I have been grappling for a little while now with the habit people seem to display when they do something good: Namely, they make their actions stand out, seemingly because they want the positive attention for doing the right thing.
I recently began studying Mishnah and it led me to some text that spoke to this human tendency. As a Mishnah novice, I find myself looking at the cited sources for elaboration on certain passages or asking my rabbi questions about parts I do not understand or cannot find a source for. In one of these searches, specifically on why the opinions Beit Hillel were accepted over Beit Shammai, I stumbled upon the following quote from the Talmud:
Anyone who seeks greatness, greatness flees from him, and, conversely, anyone who flees from greatness, greatness seeks him. And anyone who attempts to force the moment and expends great effort to achieve an objective precisely when he desires to do so, the moment forces him too, and he is unsuccessful. And conversely, anyone who is patient and yields to the moment, the moment stands by his side, and he will ultimately be successful. -- Eruvin 13b:13
It is often the case that those who seek greatness and glory are negatively impacted by that pursuit, while those who do not rush to claim it for themselves are more likely to find it.

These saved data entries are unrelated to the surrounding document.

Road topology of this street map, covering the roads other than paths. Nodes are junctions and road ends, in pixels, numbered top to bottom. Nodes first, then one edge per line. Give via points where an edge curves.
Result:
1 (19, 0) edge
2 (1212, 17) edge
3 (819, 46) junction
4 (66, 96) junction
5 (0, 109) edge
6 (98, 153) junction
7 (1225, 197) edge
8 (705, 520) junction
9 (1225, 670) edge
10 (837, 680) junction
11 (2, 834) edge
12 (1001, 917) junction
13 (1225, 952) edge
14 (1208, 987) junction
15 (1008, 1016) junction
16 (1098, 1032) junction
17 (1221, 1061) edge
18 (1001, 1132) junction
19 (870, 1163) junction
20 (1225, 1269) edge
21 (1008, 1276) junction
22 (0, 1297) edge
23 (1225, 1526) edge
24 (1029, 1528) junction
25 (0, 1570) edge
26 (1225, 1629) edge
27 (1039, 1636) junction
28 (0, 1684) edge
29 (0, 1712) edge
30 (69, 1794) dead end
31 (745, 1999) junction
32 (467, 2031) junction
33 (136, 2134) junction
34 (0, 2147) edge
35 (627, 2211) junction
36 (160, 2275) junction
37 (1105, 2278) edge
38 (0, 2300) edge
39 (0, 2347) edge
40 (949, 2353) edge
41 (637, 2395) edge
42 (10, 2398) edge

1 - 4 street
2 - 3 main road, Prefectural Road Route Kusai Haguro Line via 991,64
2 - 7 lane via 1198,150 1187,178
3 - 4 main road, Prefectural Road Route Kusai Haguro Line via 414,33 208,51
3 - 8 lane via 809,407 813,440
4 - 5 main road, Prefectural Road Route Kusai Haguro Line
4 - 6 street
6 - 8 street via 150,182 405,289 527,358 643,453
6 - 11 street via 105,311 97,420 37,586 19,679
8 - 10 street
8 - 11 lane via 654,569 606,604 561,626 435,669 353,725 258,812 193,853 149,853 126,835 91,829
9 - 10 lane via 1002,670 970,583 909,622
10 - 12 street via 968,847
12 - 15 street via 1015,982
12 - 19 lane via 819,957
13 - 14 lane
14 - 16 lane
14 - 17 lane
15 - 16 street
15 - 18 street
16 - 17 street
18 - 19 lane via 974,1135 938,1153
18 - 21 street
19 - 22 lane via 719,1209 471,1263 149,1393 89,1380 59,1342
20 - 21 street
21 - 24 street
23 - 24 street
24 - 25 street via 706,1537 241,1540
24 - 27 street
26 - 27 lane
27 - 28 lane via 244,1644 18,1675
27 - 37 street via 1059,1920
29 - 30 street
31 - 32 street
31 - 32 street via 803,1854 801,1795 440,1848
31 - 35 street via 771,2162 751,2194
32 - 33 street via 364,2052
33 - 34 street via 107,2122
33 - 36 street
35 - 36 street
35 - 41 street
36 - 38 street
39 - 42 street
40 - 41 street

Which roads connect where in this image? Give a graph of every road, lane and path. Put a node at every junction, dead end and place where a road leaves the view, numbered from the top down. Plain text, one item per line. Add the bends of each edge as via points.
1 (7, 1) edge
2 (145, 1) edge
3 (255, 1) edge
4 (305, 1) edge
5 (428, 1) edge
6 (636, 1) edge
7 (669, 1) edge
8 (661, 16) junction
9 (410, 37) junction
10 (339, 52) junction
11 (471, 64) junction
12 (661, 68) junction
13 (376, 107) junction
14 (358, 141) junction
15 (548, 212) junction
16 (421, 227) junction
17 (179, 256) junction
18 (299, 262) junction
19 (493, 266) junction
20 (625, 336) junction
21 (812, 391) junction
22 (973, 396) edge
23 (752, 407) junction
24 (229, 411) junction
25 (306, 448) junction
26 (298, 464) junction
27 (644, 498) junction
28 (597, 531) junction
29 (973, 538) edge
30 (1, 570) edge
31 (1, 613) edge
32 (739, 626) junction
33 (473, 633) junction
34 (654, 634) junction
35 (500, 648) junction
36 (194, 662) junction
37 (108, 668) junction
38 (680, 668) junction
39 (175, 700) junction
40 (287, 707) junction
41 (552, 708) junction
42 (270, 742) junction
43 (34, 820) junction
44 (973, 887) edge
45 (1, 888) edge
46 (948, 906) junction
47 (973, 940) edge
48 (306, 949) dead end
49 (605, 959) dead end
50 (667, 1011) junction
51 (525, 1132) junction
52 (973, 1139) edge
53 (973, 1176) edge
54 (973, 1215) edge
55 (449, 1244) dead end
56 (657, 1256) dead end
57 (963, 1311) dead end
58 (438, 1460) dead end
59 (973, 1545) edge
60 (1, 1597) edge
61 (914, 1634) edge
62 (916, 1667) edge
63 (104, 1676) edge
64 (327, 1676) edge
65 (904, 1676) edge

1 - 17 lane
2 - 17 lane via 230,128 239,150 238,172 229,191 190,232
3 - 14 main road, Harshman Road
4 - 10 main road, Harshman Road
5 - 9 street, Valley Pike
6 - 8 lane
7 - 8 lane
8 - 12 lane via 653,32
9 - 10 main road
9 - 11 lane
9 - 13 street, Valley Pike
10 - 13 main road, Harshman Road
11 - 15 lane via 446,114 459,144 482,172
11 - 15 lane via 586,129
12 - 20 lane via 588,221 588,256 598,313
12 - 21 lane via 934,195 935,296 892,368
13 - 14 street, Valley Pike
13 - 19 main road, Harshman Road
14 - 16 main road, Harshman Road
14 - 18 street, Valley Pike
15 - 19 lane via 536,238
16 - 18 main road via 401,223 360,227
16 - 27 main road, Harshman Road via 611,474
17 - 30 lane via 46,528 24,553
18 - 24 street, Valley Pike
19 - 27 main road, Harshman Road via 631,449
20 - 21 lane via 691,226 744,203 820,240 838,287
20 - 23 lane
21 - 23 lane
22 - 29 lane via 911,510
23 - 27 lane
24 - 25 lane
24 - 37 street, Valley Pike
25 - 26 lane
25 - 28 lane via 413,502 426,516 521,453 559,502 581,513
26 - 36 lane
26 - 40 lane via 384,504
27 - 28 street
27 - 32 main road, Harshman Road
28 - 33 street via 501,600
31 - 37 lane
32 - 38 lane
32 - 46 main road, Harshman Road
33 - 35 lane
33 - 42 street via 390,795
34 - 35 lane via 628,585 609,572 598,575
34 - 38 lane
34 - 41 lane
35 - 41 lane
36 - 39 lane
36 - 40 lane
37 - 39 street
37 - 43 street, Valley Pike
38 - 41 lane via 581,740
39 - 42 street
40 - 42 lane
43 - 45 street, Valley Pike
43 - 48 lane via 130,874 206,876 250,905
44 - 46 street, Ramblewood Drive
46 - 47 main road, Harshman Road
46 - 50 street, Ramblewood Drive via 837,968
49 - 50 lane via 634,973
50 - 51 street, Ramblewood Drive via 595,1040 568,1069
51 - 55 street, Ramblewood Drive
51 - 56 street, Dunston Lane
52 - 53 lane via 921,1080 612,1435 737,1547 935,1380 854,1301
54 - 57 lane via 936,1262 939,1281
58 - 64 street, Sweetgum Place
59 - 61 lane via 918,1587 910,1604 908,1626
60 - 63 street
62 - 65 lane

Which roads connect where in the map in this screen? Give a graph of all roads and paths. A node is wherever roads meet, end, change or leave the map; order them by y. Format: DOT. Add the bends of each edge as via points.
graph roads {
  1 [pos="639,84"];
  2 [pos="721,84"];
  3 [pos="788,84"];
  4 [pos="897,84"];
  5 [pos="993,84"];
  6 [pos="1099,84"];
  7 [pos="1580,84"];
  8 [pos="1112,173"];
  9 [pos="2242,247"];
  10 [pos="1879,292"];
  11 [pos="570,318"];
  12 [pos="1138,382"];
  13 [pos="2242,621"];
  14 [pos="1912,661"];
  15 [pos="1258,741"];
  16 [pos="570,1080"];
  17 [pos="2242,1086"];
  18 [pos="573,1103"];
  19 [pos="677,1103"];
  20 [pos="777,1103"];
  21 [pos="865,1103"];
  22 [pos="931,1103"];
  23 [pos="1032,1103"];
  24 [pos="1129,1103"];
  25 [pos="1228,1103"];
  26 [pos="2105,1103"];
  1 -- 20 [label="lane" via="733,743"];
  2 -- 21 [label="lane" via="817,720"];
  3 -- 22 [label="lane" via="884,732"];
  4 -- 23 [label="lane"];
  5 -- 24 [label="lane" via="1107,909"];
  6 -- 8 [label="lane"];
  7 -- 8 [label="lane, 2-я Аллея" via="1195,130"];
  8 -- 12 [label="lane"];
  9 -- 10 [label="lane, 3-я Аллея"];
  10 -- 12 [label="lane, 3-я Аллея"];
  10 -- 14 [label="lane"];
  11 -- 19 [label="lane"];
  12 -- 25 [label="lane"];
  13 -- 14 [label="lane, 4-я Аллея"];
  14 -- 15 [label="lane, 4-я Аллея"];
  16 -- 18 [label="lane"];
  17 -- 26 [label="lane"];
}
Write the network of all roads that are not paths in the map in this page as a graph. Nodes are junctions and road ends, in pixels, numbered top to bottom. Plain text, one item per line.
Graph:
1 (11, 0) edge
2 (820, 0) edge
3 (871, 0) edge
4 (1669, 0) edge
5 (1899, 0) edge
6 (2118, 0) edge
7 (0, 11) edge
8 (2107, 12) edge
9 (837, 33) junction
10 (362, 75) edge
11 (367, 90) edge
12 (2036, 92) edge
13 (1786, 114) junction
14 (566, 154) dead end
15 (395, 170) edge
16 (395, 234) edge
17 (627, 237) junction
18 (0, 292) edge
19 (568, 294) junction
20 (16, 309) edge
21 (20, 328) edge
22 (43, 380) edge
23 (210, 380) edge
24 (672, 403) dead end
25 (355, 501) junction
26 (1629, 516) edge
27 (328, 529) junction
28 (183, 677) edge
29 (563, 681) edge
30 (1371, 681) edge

In our society, there seems to be a disregard for this notion. Achieving glory and fame is at the forefront of many people's idea of success and prestige, and it often comes at the expense of others. To put it bluntly, other people and their feelings are considered irrelevant to one's success. Today especially, aggressiveness and borderline childish behavior toward others have replaced decorum. As the Sages say: "At the head of all the detriments to humility is foolishness and lack of true knowledge. You can observe that arrogance is found most prevalently among those who are most foolish." -- Messilat Yesharim 23:15
If you're thinking about a certain someone or certain groups, you would be viewing the painting from the wrong angle. Anyone and everyone is susceptible to the enticement of glory, to "seize the moment" for one's self for momentary satiation of the ego. While today many people equate pursuits of the moment with competitiveness and see them as demonstrative of leadership, it more so demonstrates foolishness and detracts from the powers and benefits of humility.
Adding further, the Talmud brings yet another loaf of wisdom to the table:
Rava said to him that it means: Once a person renders himself like a wilderness, deserted before all, the Torah is given to him as a gift [mattana], as it is stated: "And from the wilderness Mattana." And once it is given to him as a gift, God bequeaths [naḥalo] it to him, as it is stated: "And from Mattana Nahaliel." And once God bequeaths it to him, he rises to greatness, as it is stated: And from Nahaliel, Bamot, which are elevated places. And if he elevates himself and is arrogant about his Torah, the Holy One, Blessed be He, degrades him, as it is stated: "And from Bamot the valley" (Numbers 21:20). And not only is he degraded, but one lowers him into the ground, as it is stated: "And looking over [nishkafa] the face of the wasteland" (Numbers 21:20), like a threshold [iskopa] that is sunken into the ground. And if he reverses his arrogance and becomes humble, the Holy One, Blessed be He, elevates him, as it is stated: "Every valley shall be lifted" (Isaiah 40:4). -- Nedarim 55a:9
Overall, these passages from the works of the Sages reflect the simple but often lost objective of doing what is right for its own sake. It is not imperative that everyone knows you did something good and you shouldn't expect praise for it.
The takeaway here is this: do something good because you were placed in that moment to do it and don't boast, publicize or politicize your actions. Leveraging goodness for personal gain and expecting praise tarnishes the moment and loses its intent.